■ **THE PROBLEM**
Omitting all pictures, retype the entries below exactly as given.

=== RECORDS SUPPLIED ===

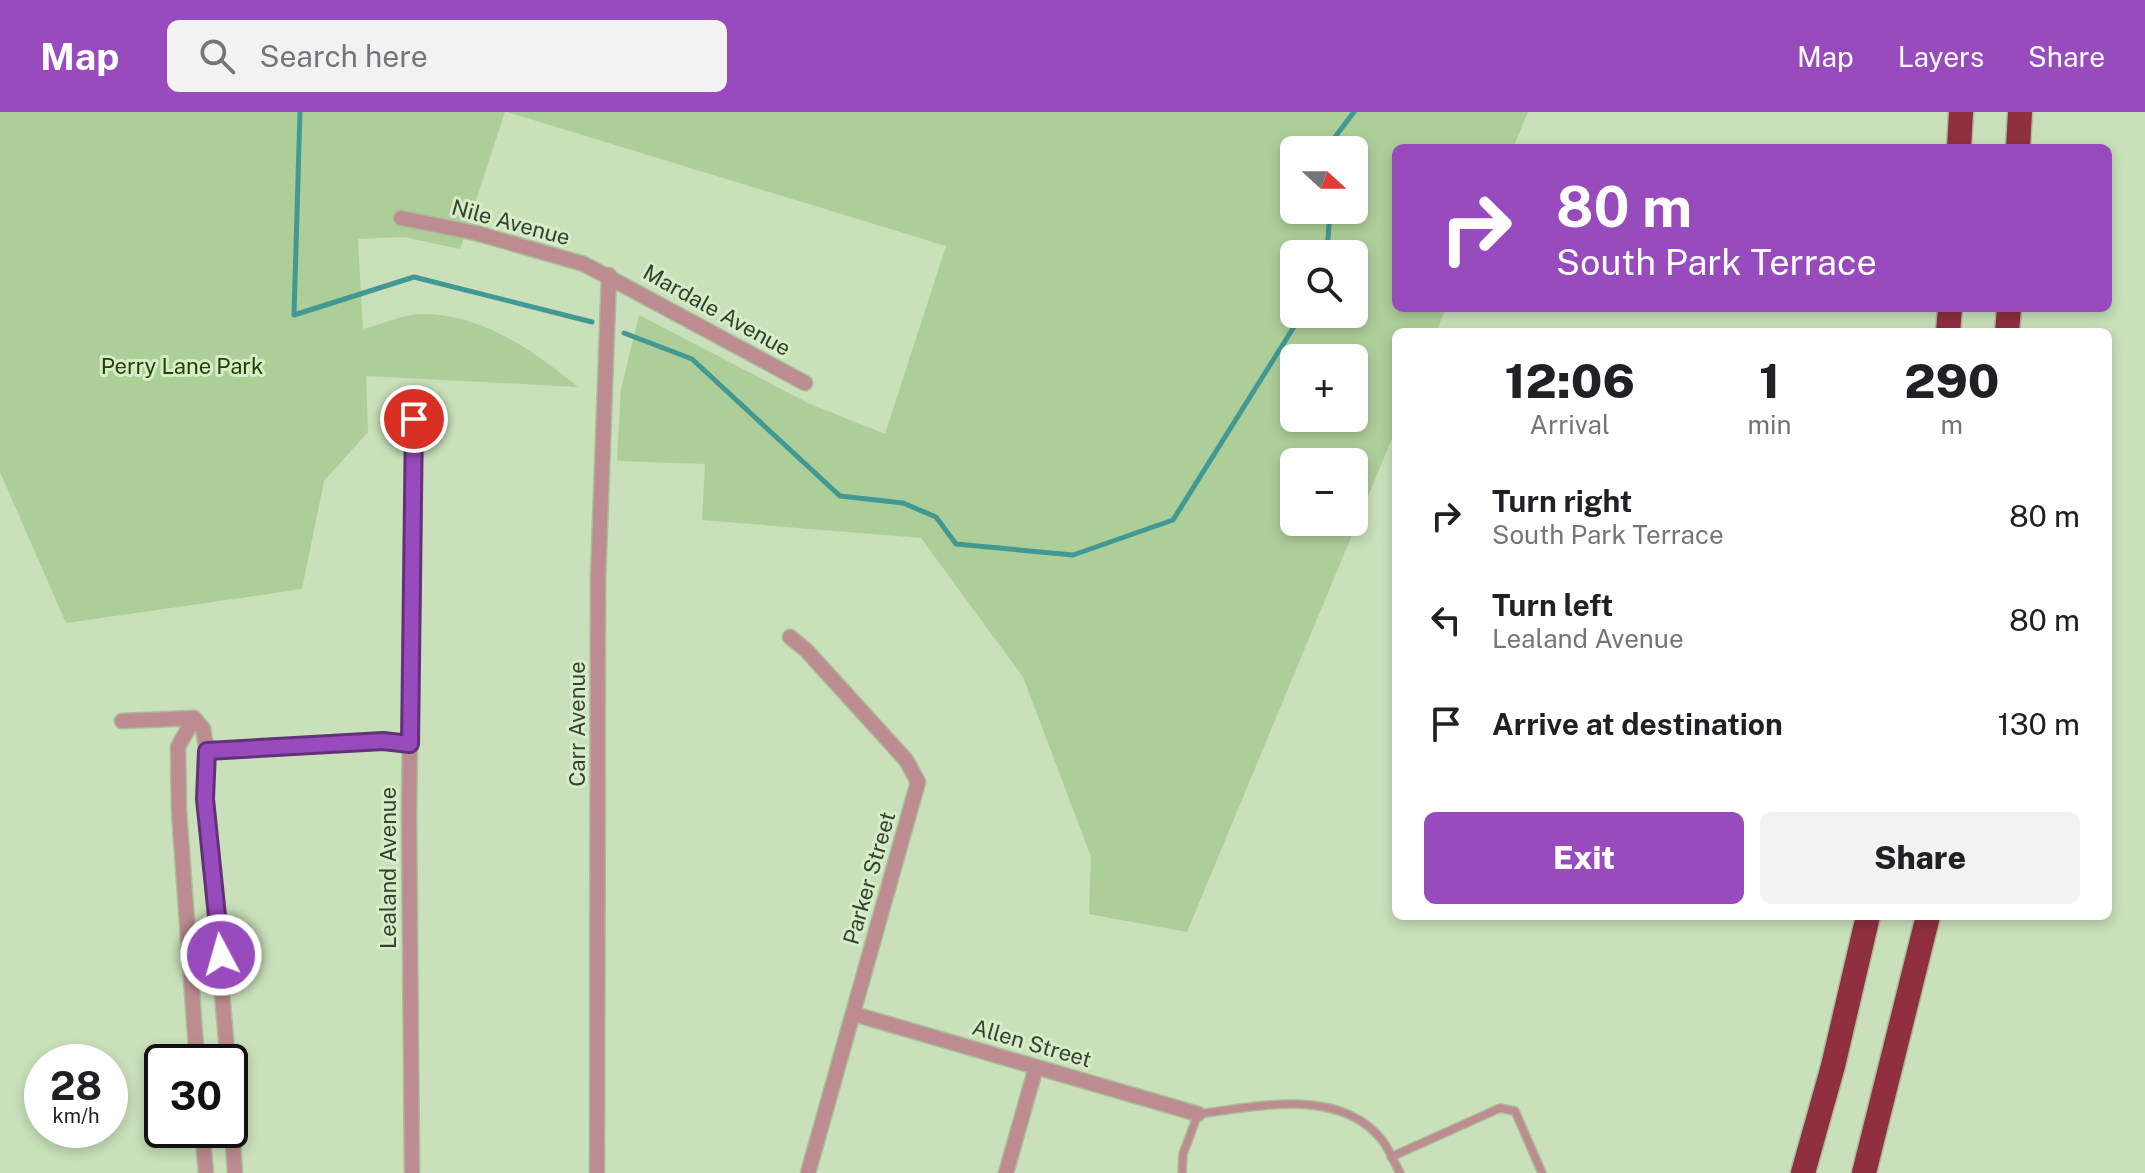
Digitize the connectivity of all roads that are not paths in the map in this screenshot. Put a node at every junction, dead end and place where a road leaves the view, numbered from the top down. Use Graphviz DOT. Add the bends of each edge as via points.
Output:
graph roads {
  1 [pos="1961,112"];
  2 [pos="2020,112"];
  3 [pos="1959,144"];
  4 [pos="2018,144"];
  5 [pos="401,218"];
  6 [pos="609,275"];
  7 [pos="805,383"];
  8 [pos="414,419"];
  9 [pos="790,637"];
  10 [pos="194,718"];
  11 [pos="122,721"];
  12 [pos="410,744"];
  13 [pos="207,751"];
  14 [pos="1867,920"];
  15 [pos="1927,920"];
  16 [pos="854,1014"];
  17 [pos="196,1044"];
  18 [pos="226,1044"];
  19 [pos="1036,1067"];
  20 [pos="1198,1114"];
  21 [pos="204,1148"];
  22 [pos="233,1148"];
  23 [pos="1391,1157"];
  24 [pos="206,1173"];
  25 [pos="235,1173"];
  26 [pos="412,1173"];
  27 [pos="597,1173"];
  28 [pos="808,1173"];
  29 [pos="1006,1173"];
  30 [pos="1182,1173"];
  31 [pos="1400,1173"];
  32 [pos="1542,1173"];
  33 [pos="1803,1173"];
  34 [pos="1864,1173"];
  1 -- 3 [label="highway"];
  2 -- 4 [label="highway"];
  5 -- 6 [label="street, Nile Avenue" via="504,241"];
  6 -- 7 [label="street, Mardale Avenue"];
  6 -- 27 [label="street, Carr Avenue" via="598,579"];
  8 -- 12 [label="street, Lealand Avenue"];
  9 -- 16 [label="street, Parker Street" via="906,760 918,782"];
  10 -- 11 [label="street"];
  10 -- 13 [label="street" via="203,729"];
  10 -- 17 [label="street" via="178,747"];
  12 -- 13 [label="street" via="371,741"];
  12 -- 26 [label="street, Lealand Avenue"];
  13 -- 18 [label="street" via="205,799"];
  14 -- 33 [label="highway"];
  15 -- 34 [label="highway"];
  16 -- 19 [label="street, Allen Street"];
  16 -- 28 [label="street, Parker Street"];
  19 -- 20 [label="street, Allen Street"];
  19 -- 29 [label="street"];
  20 -- 23 [label="lane" via="1302,1101 1359,1120 1382,1140"];
  20 -- 30 [label="lane" via="1183,1154"];
  21 -- 24 [label="street"];
  22 -- 25 [label="street"];
  23 -- 31 [label="lane"];
  23 -- 32 [label="lane" via="1500,1108 1515,1111"];
}
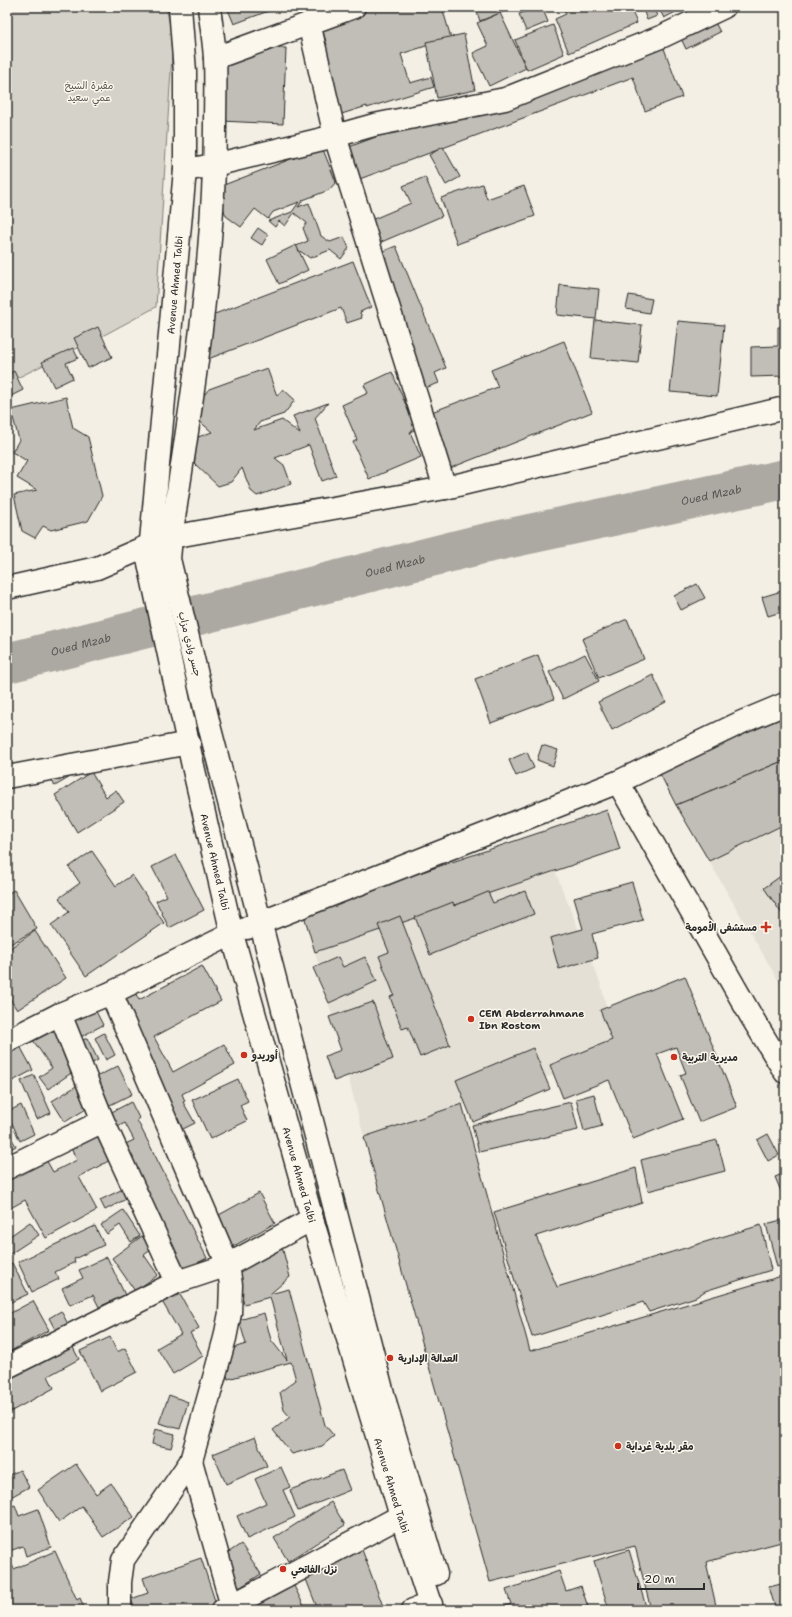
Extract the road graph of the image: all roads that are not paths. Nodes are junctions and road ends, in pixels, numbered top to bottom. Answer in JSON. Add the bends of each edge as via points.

===

■ **RESPONSE AREA**
Digitize the connectivity of all roads that are not paths in the map in this screenshot. Put a node at every junction, dead end and place where a road leaves the view, numbered from the top down. Use Graphviz DOT. Add the bends of each edge as via points.
Output:
graph roads {
  1 [pos="1961,112"];
  2 [pos="2020,112"];
  3 [pos="1959,144"];
  4 [pos="2018,144"];
  5 [pos="401,218"];
  6 [pos="609,275"];
  7 [pos="805,383"];
  8 [pos="414,419"];
  9 [pos="790,637"];
  10 [pos="194,718"];
  11 [pos="122,721"];
  12 [pos="410,744"];
  13 [pos="207,751"];
  14 [pos="1867,920"];
  15 [pos="1927,920"];
  16 [pos="854,1014"];
  17 [pos="196,1044"];
  18 [pos="226,1044"];
  19 [pos="1036,1067"];
  20 [pos="1198,1114"];
  21 [pos="204,1148"];
  22 [pos="233,1148"];
  23 [pos="1391,1157"];
  24 [pos="206,1173"];
  25 [pos="235,1173"];
  26 [pos="412,1173"];
  27 [pos="597,1173"];
  28 [pos="808,1173"];
  29 [pos="1006,1173"];
  30 [pos="1182,1173"];
  31 [pos="1400,1173"];
  32 [pos="1542,1173"];
  33 [pos="1803,1173"];
  34 [pos="1864,1173"];
  1 -- 3 [label="highway"];
  2 -- 4 [label="highway"];
  5 -- 6 [label="street, Nile Avenue" via="504,241"];
  6 -- 7 [label="street, Mardale Avenue"];
  6 -- 27 [label="street, Carr Avenue" via="598,579"];
  8 -- 12 [label="street, Lealand Avenue"];
  9 -- 16 [label="street, Parker Street" via="906,760 918,782"];
  10 -- 11 [label="street"];
  10 -- 13 [label="street" via="203,729"];
  10 -- 17 [label="street" via="178,747"];
  12 -- 13 [label="street" via="371,741"];
  12 -- 26 [label="street, Lealand Avenue"];
  13 -- 18 [label="street" via="205,799"];
  14 -- 33 [label="highway"];
  15 -- 34 [label="highway"];
  16 -- 19 [label="street, Allen Street"];
  16 -- 28 [label="street, Parker Street"];
  19 -- 20 [label="street, Allen Street"];
  19 -- 29 [label="street"];
  20 -- 23 [label="lane" via="1302,1101 1359,1120 1382,1140"];
  20 -- 30 [label="lane" via="1183,1154"];
  21 -- 24 [label="street"];
  22 -- 25 [label="street"];
  23 -- 31 [label="lane"];
  23 -- 32 [label="lane" via="1500,1108 1515,1111"];
}
Extract the road graph of the image: all roads that are not paths. Nodes are junctions and road ends, in pixels, numbered top to bottom. Answer in JSON. Add the bends of each edge as via points.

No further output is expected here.